Set out each line from the following listing that includes the word "paths".
————
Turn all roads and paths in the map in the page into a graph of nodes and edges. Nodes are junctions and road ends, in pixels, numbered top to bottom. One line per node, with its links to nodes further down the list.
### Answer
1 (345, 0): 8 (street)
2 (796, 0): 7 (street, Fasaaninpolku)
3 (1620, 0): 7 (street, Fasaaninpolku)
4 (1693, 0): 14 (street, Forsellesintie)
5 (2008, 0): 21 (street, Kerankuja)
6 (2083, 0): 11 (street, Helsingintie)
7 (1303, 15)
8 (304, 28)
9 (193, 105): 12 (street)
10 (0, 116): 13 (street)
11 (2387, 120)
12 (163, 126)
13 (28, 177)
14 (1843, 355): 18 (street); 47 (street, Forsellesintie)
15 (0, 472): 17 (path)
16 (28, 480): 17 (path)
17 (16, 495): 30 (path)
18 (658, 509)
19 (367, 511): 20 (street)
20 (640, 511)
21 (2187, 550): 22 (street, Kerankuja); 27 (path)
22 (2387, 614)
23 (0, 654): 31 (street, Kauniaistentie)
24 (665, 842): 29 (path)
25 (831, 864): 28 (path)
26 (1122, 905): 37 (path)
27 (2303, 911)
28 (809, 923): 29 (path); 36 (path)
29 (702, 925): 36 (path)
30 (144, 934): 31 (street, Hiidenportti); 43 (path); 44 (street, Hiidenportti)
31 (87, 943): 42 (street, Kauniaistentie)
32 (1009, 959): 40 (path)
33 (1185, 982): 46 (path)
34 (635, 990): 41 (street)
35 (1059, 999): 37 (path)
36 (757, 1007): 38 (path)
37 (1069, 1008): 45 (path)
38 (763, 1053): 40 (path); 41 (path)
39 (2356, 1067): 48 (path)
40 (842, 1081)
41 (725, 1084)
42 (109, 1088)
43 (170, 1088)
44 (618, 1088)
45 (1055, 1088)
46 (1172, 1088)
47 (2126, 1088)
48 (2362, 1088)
————
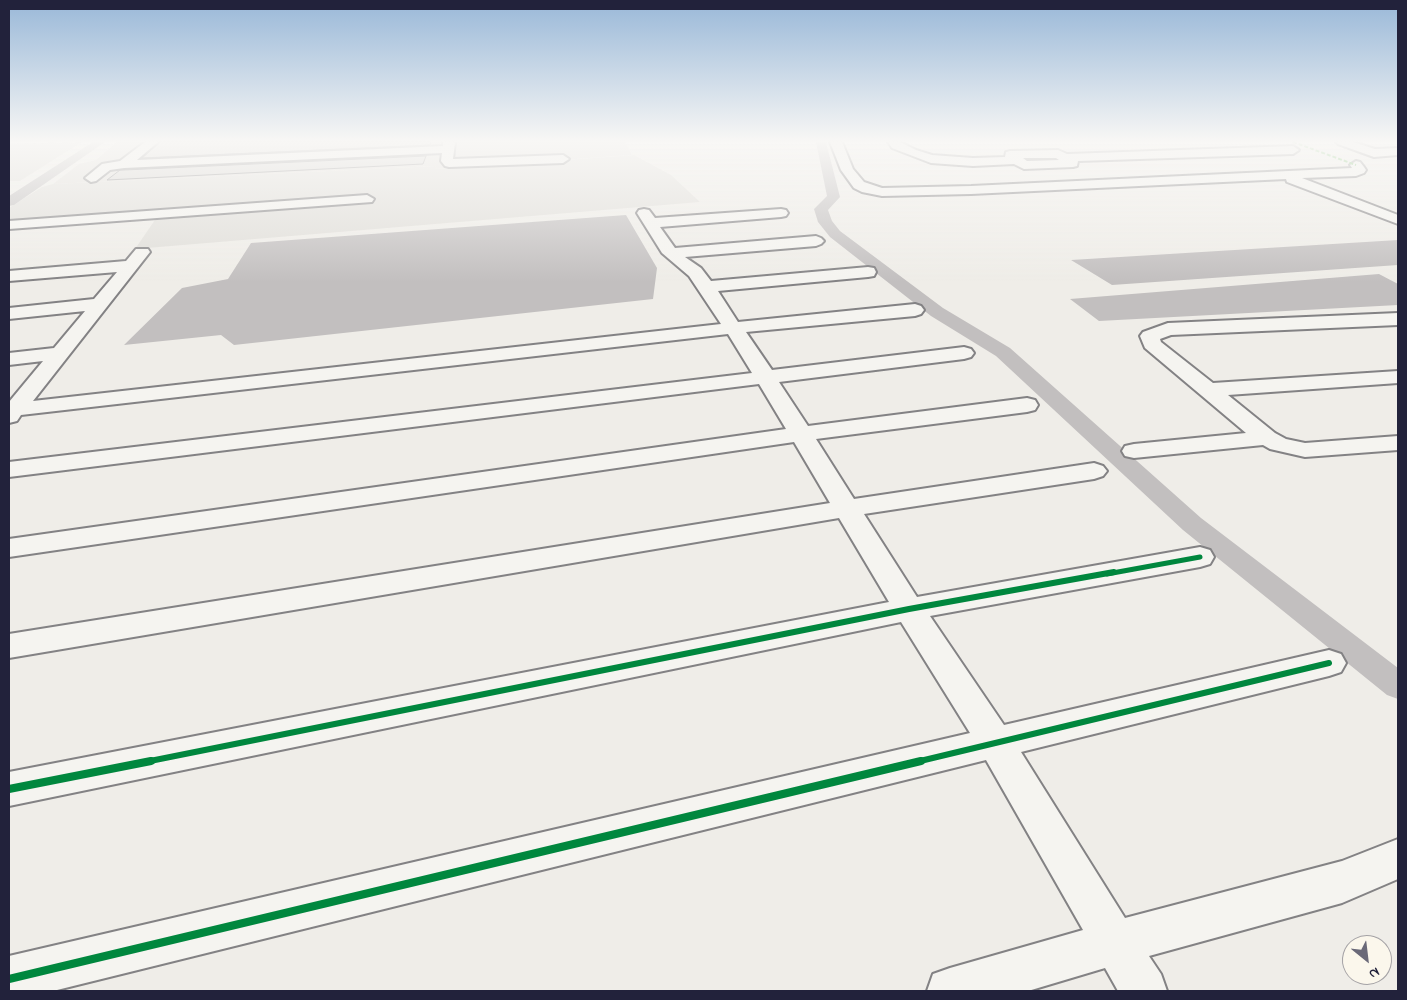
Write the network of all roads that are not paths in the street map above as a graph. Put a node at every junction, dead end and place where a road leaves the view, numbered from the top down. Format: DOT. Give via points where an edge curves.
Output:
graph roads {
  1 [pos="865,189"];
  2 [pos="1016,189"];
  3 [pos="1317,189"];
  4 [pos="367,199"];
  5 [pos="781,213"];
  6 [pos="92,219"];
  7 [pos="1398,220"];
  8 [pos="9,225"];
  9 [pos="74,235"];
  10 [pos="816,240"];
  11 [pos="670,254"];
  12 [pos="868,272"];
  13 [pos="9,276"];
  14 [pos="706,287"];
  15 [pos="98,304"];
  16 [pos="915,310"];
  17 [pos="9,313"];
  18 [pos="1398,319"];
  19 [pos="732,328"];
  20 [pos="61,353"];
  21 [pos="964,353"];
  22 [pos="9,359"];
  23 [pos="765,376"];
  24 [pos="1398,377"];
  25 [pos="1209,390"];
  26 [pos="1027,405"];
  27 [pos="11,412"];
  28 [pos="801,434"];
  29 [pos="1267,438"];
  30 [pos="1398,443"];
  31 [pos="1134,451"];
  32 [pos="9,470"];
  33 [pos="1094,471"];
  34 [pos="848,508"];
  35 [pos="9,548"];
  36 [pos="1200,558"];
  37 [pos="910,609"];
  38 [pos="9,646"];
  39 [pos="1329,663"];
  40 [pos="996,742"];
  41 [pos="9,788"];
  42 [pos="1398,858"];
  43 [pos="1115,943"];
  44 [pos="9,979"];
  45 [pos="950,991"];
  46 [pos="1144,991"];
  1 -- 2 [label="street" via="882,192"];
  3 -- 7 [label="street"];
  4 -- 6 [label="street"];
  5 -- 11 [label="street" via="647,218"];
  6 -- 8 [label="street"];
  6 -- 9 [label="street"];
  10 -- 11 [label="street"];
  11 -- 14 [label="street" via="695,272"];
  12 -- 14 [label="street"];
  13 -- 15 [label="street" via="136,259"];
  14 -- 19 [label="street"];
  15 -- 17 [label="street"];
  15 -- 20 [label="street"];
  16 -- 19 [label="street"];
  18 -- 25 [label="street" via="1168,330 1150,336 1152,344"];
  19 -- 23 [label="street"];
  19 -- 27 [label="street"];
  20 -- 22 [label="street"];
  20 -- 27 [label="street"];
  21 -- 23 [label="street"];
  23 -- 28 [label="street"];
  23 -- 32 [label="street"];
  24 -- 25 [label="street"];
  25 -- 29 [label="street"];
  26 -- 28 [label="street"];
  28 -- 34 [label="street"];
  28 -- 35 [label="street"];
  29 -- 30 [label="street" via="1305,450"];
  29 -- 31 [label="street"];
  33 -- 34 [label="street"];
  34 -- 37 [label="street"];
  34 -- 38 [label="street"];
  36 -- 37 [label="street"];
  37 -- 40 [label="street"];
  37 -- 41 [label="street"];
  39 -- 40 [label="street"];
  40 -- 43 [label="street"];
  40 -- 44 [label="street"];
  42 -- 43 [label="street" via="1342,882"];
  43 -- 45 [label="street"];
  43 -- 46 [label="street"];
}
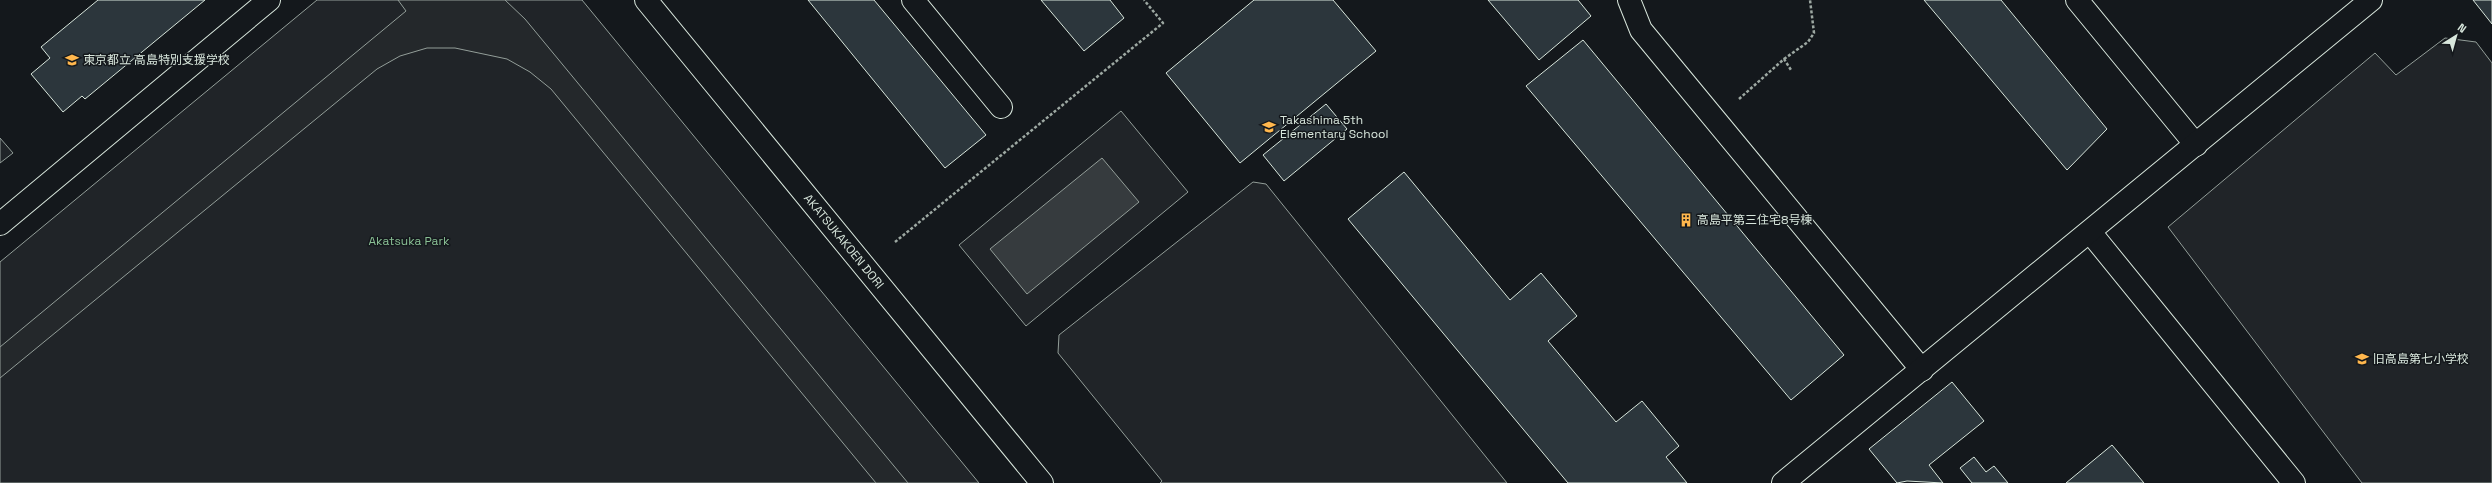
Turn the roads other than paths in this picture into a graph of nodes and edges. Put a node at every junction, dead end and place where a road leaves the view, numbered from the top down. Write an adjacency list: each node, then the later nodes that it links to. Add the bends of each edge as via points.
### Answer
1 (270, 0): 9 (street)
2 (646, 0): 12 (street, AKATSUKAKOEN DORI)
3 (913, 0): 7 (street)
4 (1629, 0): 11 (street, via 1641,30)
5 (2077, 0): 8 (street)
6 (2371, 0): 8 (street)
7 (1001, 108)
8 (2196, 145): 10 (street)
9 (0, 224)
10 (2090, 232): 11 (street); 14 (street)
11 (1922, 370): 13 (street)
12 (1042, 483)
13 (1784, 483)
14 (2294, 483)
————
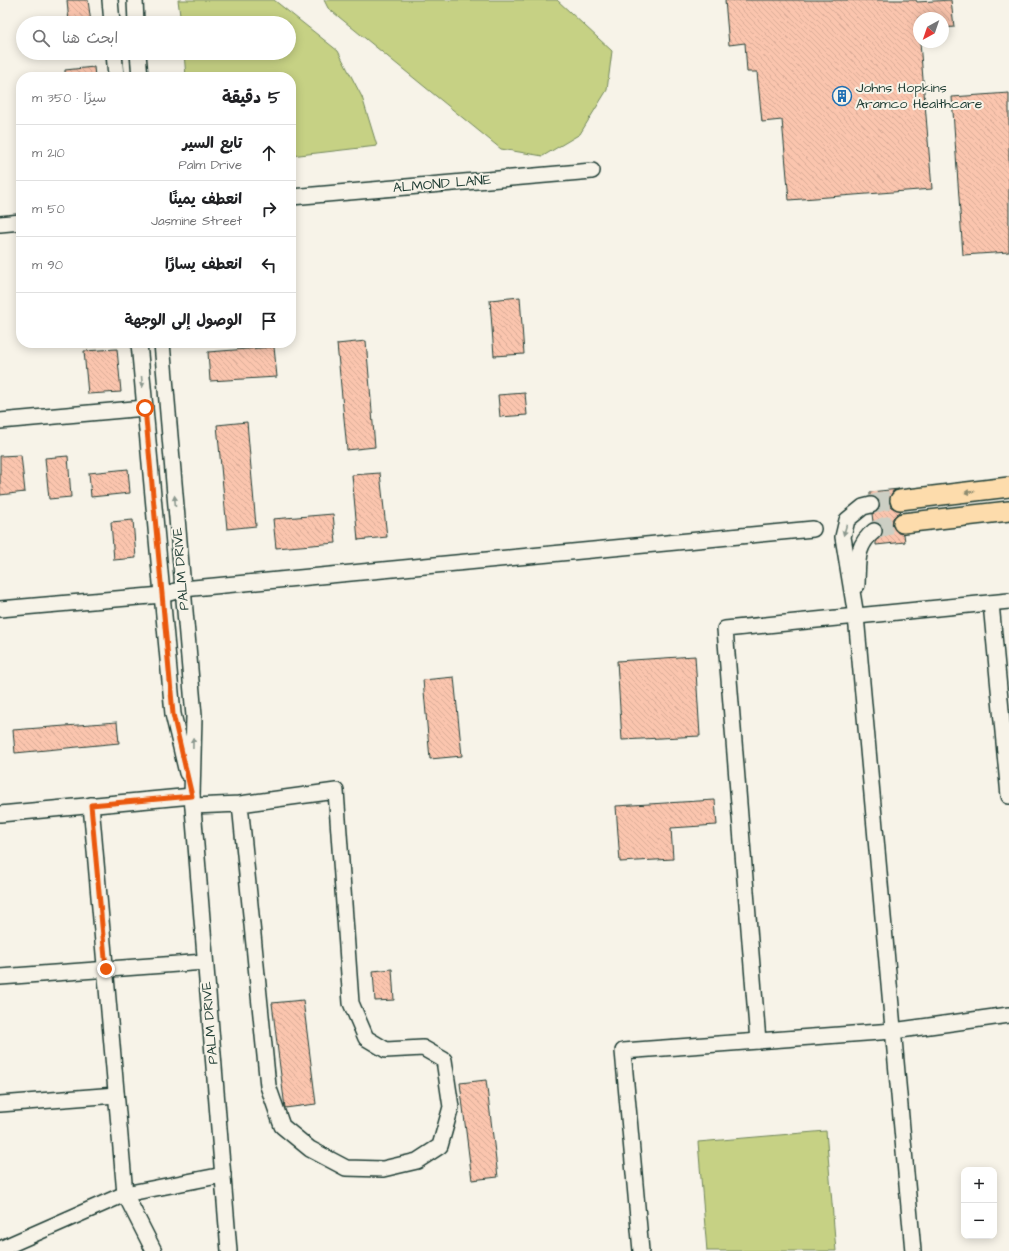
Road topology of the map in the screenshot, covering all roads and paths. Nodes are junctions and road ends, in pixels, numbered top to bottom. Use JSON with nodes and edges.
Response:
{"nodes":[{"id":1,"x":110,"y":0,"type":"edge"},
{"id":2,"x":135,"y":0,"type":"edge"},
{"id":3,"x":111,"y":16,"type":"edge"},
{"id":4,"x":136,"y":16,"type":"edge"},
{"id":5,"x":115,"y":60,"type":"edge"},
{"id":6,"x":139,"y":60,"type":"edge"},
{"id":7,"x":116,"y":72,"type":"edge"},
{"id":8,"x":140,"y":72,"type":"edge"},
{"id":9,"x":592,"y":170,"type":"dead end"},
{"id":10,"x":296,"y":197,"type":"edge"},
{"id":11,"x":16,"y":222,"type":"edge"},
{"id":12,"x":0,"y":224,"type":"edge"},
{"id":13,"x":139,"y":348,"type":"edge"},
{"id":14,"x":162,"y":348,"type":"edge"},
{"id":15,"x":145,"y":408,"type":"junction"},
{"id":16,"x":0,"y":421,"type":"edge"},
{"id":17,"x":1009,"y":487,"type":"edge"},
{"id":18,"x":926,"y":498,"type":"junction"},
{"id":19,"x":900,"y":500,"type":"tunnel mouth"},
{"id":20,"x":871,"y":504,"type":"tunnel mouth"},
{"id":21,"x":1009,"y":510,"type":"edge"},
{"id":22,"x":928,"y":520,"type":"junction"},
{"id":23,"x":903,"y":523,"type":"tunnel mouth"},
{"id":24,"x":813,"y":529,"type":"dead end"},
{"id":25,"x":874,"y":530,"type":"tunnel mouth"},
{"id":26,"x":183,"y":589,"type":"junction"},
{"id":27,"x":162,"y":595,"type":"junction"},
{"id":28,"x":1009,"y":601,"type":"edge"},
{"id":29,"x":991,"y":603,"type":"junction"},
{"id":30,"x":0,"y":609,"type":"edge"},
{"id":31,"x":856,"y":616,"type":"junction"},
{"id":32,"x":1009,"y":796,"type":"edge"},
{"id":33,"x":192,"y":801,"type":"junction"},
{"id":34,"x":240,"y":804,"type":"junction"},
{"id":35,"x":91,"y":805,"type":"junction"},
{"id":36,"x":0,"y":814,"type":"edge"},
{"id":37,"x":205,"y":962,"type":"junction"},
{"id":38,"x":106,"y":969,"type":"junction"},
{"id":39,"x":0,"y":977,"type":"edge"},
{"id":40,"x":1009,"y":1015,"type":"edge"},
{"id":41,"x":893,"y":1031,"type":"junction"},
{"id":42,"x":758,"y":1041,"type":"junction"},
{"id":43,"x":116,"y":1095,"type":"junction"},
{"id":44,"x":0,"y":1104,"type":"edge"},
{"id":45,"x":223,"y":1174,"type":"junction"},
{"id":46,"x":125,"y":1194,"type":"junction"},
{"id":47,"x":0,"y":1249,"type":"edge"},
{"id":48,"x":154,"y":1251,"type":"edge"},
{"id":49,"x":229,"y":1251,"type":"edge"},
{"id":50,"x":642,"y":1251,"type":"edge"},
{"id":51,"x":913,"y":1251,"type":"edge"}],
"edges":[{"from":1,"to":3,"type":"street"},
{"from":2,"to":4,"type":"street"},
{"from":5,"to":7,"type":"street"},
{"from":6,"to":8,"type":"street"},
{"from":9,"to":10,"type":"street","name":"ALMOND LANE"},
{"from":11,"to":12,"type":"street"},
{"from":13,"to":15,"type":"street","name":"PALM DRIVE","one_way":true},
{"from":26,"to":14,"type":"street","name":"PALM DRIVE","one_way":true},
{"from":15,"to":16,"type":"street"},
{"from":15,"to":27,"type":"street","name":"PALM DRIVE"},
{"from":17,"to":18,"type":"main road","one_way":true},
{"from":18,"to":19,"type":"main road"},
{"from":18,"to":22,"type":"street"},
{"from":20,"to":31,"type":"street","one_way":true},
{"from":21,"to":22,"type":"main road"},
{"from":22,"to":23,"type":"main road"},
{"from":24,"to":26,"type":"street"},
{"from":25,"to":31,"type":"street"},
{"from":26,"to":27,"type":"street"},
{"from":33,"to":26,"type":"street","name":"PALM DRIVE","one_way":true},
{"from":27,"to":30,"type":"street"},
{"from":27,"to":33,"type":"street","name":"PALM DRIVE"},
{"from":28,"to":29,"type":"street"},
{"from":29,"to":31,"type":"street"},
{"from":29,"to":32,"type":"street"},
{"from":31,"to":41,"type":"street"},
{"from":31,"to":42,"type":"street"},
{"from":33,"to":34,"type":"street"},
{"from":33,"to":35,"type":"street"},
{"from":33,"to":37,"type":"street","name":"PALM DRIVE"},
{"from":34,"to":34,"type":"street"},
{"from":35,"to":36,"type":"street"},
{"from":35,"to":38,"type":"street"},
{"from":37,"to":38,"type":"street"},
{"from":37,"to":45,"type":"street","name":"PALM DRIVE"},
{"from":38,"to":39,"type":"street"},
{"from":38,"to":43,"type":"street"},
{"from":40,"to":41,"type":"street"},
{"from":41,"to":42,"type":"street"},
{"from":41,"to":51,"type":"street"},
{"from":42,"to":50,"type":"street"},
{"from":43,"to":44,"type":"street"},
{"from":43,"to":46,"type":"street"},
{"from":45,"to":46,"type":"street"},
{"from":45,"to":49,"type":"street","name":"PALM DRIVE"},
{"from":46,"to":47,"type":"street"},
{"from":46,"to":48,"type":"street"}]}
————
EXPECTED ANSWER
Turn all roads and paths in the map in the page into a graph of nodes and edges. Nodes are junctions and road ends, in pixels, numbered top to bottom. One line per node, with its links to nodes further down the list.
Write the network of all roads that are not paths in the street map above as a graph. Put a node at every junction, dead end and place where a road leaves the view, numbered from the top down. Format: DOT. Give via points where an edge curves.
Turn the roads other than paths in this picture into a graph of nodes and edges. Put a node at every junction, dead end and place where a road leaves the view, numbered from the top down. Write an adjacency list: each node, then the later nodes that it links to. Add the bends of each edge as via points.
Road topology of the map in the screenshot, covering all roads and paths. Nodes are junctions and road ends, in pixels, numbered top to bottom. Use JSON with nodes and edges.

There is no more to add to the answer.